▶ WHAT NEEDS TO BE DONE
What is needed is an exact retyping of the records below, from the first line through the line that contains "Road topology of".

Stored data entries:
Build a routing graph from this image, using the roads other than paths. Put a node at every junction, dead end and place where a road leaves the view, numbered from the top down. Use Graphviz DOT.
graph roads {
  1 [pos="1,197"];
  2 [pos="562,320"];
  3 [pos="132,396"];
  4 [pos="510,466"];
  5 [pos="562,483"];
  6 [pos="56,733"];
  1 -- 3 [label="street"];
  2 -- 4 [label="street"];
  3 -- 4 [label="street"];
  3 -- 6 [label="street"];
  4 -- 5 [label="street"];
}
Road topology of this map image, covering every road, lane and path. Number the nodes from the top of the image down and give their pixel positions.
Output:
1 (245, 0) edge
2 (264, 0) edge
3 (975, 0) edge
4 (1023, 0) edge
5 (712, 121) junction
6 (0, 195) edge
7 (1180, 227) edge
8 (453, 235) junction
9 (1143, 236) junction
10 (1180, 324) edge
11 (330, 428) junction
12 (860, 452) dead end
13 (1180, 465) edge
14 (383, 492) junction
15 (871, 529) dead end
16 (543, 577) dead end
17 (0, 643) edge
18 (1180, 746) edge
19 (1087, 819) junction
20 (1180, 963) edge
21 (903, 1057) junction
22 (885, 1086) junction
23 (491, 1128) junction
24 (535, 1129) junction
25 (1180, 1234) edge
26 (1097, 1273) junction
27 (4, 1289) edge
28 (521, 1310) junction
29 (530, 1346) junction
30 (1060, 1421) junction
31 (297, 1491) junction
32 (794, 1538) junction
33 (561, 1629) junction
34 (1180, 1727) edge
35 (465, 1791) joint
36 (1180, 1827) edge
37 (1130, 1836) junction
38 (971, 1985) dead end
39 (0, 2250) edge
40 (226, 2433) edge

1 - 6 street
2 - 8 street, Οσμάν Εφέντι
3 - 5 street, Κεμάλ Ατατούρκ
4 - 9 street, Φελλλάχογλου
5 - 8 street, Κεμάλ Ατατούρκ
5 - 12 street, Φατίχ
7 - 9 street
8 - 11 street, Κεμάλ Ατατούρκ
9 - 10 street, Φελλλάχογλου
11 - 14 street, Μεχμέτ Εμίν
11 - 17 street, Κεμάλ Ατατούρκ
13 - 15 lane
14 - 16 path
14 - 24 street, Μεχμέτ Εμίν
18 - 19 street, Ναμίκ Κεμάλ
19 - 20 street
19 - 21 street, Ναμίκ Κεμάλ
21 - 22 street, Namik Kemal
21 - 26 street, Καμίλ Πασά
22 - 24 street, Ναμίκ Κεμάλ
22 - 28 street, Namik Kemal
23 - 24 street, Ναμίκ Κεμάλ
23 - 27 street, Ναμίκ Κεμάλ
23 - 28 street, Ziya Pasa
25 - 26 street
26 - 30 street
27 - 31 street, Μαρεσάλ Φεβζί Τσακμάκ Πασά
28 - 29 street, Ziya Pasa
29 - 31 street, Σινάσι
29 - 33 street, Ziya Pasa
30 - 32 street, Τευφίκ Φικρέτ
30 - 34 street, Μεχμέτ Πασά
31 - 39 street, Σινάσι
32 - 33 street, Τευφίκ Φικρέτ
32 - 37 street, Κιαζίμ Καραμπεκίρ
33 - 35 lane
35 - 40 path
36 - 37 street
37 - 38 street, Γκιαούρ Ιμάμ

▶ RESULT OF THIS EXERCISE
Build a routing graph from this image, using the roads other than paths. Put a node at every junction, dead end and place where a road leaves the view, numbered from the top down. Use Graphviz DOT.
graph roads {
  1 [pos="1,197"];
  2 [pos="562,320"];
  3 [pos="132,396"];
  4 [pos="510,466"];
  5 [pos="562,483"];
  6 [pos="56,733"];
  1 -- 3 [label="street"];
  2 -- 4 [label="street"];
  3 -- 4 [label="street"];
  3 -- 6 [label="street"];
  4 -- 5 [label="street"];
}
Road topology of this map image, covering every road, lane and path. Number the nodes from the top of the image down and give their pixel positions.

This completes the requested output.